Page MenuHomePhabricator

Enforce whitespace normalization in reference names much earlier
Open, Needs TriagePublic

Description

Legacy

Cite does have a very old quirk about how the name="…" of a <ref> is not necessarily unique. This is related to how spaces and/or underscores are normalized in the legacy parser. We started documenting this unintentional behavior better in https://gerrit.wikimedia.org/r/1139785.

As of now, <ref name="a b"> and <ref name="a__b"> are two different references, but become both identical #cite_note-a_b-… in the browser's address bar when you jump back and forth between the marker in the text and the footnote at the bottom of the document. The legacy Cite code had to invent and expose an additional unique number to work around this problem (now called "global id" in the code).

The fundamental reason for this odd behavior is legacy Cite abusing the wikitext parser in unexpected ways. The system messages cite_reference_link, cite_references_link_one, and cite_references_link_many_format contain wikitext snippets like [[#$1]]. Cite abuses this syntax for something it was not designed for. The [[#…]] wikitext syntax is meant to link to headlines in the text. To make this work more reliable the target anchors for headlines get additional normalization. Sequence of whitespaces and underscores are normalized to single underscores.

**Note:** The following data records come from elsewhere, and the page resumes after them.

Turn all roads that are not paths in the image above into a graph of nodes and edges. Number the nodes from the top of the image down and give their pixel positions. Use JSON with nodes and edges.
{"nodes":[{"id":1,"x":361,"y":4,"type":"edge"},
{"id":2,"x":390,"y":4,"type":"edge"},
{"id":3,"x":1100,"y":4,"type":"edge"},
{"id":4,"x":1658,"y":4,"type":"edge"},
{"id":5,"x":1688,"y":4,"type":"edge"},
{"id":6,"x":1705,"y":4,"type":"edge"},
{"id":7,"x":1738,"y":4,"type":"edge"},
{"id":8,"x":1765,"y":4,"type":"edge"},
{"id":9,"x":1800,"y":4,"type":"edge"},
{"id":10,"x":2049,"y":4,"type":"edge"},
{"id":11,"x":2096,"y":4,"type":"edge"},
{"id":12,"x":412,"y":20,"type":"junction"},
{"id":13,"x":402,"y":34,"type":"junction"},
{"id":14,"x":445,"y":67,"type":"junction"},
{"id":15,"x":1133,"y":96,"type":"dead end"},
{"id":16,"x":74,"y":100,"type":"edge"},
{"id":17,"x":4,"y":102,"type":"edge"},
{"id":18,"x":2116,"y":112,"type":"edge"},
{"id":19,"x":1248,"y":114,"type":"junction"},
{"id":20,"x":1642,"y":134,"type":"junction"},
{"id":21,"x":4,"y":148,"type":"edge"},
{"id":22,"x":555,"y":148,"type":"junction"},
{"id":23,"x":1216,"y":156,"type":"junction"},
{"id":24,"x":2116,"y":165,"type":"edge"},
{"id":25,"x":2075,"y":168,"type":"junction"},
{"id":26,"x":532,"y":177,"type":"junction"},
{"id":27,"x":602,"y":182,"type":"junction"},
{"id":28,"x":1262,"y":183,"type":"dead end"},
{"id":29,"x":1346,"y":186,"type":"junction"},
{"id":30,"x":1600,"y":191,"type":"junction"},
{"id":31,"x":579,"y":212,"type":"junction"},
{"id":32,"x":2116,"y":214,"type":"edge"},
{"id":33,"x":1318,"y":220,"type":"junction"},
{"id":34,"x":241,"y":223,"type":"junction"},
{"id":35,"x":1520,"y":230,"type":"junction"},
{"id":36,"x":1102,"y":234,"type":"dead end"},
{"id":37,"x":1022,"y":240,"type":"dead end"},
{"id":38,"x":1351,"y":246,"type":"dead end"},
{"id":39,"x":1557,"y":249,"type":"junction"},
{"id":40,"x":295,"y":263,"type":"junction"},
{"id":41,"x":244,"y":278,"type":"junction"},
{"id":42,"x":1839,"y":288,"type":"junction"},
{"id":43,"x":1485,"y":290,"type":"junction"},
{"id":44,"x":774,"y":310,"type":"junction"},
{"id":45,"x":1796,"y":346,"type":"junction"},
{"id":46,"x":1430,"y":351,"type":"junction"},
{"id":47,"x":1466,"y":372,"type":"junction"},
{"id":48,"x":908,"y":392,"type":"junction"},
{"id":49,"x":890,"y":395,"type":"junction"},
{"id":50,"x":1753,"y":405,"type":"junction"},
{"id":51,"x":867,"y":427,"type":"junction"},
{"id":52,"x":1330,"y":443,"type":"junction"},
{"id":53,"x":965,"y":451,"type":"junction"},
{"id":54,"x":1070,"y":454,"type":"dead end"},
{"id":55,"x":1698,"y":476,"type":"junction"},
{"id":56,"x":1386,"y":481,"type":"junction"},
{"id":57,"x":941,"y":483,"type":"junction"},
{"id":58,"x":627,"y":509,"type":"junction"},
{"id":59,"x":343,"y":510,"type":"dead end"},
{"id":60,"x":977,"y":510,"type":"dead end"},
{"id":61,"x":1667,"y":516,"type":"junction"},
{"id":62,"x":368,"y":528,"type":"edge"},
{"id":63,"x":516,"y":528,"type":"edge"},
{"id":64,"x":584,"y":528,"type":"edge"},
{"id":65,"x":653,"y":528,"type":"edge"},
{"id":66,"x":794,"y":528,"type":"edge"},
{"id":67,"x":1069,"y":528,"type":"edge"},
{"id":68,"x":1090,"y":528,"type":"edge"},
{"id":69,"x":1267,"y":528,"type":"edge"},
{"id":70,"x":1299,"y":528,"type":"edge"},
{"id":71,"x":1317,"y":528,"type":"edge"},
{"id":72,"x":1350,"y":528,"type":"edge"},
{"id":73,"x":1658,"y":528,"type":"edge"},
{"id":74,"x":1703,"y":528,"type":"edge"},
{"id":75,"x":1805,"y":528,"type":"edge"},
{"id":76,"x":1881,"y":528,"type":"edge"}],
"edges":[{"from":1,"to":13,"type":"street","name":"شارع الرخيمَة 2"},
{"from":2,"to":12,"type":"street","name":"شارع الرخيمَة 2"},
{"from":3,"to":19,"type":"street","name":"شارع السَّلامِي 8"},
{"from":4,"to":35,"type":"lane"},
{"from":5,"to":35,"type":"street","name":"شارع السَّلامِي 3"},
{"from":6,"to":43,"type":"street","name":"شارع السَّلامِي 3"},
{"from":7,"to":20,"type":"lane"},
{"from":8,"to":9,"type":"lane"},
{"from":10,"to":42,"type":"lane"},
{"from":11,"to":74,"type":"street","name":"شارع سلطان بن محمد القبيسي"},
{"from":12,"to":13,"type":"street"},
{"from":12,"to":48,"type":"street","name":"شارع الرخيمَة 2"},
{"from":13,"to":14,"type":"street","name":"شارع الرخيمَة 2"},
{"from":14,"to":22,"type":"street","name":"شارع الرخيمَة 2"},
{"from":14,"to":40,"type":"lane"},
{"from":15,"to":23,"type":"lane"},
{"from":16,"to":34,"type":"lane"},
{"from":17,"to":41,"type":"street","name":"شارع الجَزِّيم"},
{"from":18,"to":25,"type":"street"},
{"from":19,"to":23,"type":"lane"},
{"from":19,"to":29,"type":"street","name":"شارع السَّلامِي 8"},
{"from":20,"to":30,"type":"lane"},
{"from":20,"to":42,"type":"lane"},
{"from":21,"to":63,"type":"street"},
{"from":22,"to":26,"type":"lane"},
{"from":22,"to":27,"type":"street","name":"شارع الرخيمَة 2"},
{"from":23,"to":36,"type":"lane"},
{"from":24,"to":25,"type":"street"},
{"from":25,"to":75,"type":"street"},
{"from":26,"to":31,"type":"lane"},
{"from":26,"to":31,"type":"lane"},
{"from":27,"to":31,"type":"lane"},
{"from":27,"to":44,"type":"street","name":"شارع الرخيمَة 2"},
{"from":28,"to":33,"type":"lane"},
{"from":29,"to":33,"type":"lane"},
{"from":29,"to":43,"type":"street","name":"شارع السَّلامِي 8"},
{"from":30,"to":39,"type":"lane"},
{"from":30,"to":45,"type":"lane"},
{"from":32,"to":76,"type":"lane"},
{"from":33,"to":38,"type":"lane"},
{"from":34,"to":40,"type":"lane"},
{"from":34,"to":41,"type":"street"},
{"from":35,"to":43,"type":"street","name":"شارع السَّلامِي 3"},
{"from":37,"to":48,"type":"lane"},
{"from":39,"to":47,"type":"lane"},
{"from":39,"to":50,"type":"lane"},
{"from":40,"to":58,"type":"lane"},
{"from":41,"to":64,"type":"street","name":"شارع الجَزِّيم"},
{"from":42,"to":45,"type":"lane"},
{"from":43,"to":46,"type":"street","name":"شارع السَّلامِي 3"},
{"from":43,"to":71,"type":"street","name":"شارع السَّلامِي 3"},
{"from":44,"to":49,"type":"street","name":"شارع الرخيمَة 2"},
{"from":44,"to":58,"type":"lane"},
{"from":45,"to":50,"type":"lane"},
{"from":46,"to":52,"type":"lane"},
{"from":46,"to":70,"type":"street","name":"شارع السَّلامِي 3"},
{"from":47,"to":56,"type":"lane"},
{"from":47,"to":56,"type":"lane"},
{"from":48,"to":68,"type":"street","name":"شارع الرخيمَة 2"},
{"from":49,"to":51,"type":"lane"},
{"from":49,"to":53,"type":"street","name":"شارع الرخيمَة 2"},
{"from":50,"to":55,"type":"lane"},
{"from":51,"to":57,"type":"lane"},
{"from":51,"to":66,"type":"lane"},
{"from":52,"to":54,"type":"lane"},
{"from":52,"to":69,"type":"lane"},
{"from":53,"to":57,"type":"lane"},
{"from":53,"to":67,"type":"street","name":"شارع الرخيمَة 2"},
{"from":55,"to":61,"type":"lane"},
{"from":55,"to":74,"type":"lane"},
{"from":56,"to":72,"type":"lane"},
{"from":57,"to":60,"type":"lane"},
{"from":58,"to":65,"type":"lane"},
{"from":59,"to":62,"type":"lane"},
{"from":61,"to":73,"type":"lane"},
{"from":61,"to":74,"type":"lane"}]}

Cite technically doesn't need this normalization but can't disable it because it is a hard-coded feature of the [[#…]] syntax. The only thing Cite can do is to make sure the same normalization happens on both ends and matches between the wikitext [[#…]] and the HTML id="…". However, that was unaccounted for and broken for years because the original authors of legacy Cite haven't been aware of it. It was the TechWish team that fixed this much later, see T352179 and related.

Parsoid

Parsoid doesn't use the mentioned messages and would – in theory – not have the same problem. But Parsoid needed to generate the same HTML and needed re-implemented the behavior because of this.

The proposal

We would like to enforce the whitespace/underscore normalization much earlier (in both parsers) so that <ref name="a b"> and <ref name="a__b"> become the same reference and there is no discrepancy to the (normalized) HTML ids any more.

Effects
  • Names are unique and the additional global id is not needed any more.
    • This allows us to do T406858, which is a requirement for several fundamental refactoring efforts.
    • The behavior of the code is more predictable and the logic more consistent between the two parsers.
  • We believe this is also beneficial for users:
    • Just from looking at names like "Meyer_2011" vs. "Meyer 2011" we think it makes much more sense to make them behave as one reference instead of two.
    • It should be extremely rare that users ever run into this. One would need to have two refs with almost identical names on one page. Such a situation would already be confusing, as shown in the example above. We tried to use GlobalSearch to find real-world examples but couldn't find any, so far.
    • Even if such pages exist, the problem would be easy to fix and generally improve the quality of the article. The moment we make this change refs with conflicting names get merged, but marked with an error when they have different content. This is easily visible in the article and fixable by separating the two refs better with distinct names. Most communities actively track such errors and fix them in a timely manner.
    • Users are aware of the whitespace/underscore normalization from how headlines work.
    • The anchors in the browsers address bar are more compact and more predictable when they are shown as e.g. a_b instead of a%20b.
    • We don't need to expose the internal global id any more in anchors and the browsers address bar (at least for named refs).